France | France, Conseil d'État, 6ème et 5ème chambres réunies, 06 avril 2018, 417192


Vu la procédure suivante :

Par un mémoire, enregistré le 11 janvier 2018 au secrétariat du contentieux du Conseil d'État, et présenté en application de l'article 23-5 de l'ordonnance n° 58-1067 du 7 novembre 1958, M. B...A...demande au Conseil d'État, à l'appui de sa requête tendant à l'annulation pour excès de pouvoir de la décision implicite de rejet du Premier ministre résultant du silence gardé sur sa demande en date du 20 octobre 2017 tendant à l'abrogation du titre IV du décret n° 2009-158 du 11 février 2009 relatif aux fonds de dotation, de renvoyer au Conseil

constitutionnel la question de la conformité aux droits et libertés gara...
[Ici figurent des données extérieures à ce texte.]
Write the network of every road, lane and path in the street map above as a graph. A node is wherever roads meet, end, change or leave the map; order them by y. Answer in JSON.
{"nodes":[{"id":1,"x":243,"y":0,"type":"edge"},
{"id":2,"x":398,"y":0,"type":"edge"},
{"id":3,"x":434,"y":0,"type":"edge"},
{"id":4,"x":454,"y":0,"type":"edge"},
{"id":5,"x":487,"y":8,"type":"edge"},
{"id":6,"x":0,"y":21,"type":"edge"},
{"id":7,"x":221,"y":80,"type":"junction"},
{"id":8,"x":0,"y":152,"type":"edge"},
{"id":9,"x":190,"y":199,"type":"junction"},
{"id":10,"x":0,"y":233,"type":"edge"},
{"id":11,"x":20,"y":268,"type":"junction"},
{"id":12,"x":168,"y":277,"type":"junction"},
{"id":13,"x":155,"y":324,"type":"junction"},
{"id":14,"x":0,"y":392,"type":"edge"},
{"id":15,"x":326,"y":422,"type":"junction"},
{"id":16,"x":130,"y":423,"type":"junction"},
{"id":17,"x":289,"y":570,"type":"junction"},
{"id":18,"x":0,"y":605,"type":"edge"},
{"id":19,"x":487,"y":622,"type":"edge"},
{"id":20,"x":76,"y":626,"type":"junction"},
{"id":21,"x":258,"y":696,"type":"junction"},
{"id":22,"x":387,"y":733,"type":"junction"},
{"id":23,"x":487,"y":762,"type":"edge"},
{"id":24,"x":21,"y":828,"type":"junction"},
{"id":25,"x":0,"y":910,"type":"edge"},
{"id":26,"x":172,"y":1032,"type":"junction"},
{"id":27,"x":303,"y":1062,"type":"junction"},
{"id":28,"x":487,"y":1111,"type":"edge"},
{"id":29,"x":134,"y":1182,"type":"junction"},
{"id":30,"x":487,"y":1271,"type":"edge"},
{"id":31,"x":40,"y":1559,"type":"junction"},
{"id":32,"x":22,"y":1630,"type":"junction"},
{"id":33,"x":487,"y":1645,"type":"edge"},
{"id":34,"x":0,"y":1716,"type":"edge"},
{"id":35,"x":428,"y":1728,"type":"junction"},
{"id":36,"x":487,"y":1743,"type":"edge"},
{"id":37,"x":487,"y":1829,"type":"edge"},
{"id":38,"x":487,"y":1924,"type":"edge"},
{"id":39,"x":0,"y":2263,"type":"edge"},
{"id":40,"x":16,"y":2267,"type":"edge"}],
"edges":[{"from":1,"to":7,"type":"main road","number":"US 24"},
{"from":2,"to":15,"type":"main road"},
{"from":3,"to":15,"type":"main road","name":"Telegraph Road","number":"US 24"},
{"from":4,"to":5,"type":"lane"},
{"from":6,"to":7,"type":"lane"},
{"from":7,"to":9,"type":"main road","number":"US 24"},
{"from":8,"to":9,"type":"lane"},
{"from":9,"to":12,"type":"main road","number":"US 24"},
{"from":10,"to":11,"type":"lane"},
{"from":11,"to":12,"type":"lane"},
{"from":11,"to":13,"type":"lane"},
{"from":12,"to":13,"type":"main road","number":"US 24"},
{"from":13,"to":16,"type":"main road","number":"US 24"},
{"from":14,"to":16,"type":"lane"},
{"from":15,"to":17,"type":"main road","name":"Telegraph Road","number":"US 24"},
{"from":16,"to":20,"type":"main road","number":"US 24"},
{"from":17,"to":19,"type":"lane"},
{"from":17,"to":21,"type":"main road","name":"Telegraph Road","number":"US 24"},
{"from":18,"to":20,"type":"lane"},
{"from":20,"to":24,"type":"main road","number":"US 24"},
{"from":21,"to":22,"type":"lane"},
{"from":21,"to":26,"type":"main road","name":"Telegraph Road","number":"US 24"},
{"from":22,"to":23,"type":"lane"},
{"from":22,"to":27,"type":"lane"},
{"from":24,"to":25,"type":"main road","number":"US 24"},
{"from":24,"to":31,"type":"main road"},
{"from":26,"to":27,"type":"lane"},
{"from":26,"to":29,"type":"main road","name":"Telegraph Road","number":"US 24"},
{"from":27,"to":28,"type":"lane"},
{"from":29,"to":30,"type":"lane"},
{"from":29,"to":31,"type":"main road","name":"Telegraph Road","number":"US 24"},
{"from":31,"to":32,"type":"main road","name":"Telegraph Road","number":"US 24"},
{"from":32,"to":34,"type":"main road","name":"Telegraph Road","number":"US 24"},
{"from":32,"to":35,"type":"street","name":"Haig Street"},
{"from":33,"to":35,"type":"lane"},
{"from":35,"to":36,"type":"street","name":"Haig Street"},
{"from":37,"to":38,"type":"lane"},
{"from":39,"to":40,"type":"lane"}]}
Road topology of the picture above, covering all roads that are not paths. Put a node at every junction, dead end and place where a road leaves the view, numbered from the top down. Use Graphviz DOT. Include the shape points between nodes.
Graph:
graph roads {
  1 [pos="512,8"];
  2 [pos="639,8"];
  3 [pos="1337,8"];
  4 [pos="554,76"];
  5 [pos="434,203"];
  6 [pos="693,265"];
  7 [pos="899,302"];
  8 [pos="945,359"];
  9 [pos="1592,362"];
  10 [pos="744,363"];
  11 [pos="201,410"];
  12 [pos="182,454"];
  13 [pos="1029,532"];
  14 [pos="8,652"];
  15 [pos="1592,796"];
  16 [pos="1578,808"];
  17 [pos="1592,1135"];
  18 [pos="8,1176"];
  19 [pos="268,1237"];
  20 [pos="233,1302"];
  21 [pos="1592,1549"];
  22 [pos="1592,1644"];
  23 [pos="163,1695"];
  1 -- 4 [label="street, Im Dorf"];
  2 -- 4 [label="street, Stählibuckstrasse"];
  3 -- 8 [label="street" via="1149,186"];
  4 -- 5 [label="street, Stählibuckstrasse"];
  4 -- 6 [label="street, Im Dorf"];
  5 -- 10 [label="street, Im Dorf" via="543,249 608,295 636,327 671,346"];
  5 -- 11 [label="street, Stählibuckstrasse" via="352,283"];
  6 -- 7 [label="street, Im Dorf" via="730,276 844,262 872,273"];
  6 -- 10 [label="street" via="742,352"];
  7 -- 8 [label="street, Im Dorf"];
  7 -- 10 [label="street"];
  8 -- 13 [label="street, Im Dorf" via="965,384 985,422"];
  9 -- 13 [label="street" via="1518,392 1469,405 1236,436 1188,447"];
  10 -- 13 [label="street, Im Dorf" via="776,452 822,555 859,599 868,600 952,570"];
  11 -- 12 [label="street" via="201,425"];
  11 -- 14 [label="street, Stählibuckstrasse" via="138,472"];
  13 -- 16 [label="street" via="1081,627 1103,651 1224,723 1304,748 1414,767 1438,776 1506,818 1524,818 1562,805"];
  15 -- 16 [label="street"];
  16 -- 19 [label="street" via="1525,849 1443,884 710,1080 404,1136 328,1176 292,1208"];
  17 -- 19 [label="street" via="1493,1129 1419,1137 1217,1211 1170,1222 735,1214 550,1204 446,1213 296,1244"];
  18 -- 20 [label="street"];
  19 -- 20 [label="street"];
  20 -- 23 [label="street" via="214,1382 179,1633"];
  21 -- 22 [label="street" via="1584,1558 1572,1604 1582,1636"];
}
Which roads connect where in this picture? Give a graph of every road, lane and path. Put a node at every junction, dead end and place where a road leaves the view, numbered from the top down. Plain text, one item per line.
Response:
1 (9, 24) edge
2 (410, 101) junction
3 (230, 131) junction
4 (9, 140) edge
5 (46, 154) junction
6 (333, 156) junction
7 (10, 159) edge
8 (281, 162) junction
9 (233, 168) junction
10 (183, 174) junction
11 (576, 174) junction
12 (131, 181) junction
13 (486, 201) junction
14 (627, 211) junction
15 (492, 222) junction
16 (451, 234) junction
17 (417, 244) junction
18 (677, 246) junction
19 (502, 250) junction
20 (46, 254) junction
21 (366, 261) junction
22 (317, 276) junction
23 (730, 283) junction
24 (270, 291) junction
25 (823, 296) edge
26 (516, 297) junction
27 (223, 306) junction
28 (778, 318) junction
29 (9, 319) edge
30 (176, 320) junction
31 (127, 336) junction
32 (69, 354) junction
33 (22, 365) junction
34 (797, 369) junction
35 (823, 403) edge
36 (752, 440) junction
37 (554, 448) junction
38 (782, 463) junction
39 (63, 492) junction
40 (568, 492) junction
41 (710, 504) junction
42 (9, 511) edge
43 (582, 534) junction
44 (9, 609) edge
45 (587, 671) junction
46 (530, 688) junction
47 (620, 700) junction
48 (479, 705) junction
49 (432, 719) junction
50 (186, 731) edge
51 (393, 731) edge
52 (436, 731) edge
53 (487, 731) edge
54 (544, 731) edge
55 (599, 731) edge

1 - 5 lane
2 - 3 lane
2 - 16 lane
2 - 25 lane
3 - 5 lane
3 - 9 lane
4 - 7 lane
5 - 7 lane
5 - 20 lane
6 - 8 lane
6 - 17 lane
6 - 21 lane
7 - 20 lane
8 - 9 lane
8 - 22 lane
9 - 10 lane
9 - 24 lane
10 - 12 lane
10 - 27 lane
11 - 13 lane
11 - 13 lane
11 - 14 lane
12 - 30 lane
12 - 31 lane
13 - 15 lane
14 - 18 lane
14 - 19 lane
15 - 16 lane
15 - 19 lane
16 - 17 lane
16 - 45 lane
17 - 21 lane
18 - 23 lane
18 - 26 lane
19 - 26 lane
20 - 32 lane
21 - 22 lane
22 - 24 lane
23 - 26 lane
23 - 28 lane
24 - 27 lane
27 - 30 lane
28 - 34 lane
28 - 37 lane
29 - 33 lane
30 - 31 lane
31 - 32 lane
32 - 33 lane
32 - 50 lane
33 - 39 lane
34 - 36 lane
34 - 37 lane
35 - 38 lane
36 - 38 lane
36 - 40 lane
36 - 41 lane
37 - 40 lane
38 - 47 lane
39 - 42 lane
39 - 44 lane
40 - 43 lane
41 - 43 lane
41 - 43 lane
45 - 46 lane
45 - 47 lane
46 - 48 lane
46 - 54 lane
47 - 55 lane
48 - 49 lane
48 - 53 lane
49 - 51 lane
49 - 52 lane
Vu la procédure suivante :

Par un mémoire, enregistré le 11 janvier 2018 au secrétariat du contentieux du Conseil d'État, et présenté en application de l'article 23-5 de l'ordonnance n° 58-1067 du 7 novembre 1958, M. B...A...demande au Conseil d'État, à l'appui de sa requête tendant à l'annulation pour excès de pouvoir de la décision implicite de rejet du Premier ministre résultant du silence gardé sur sa demande en date du 20 octobre 2017 tendant à l'abrogation du titre IV du décret n° 2009-158 du 11 février 2009 relatif aux fonds de dotation, de renvoyer au Conseil constitutionnel la question de la conformité aux droits et libertés garantis par la Constitution des dispositions de l'article 435-3 du code pénal.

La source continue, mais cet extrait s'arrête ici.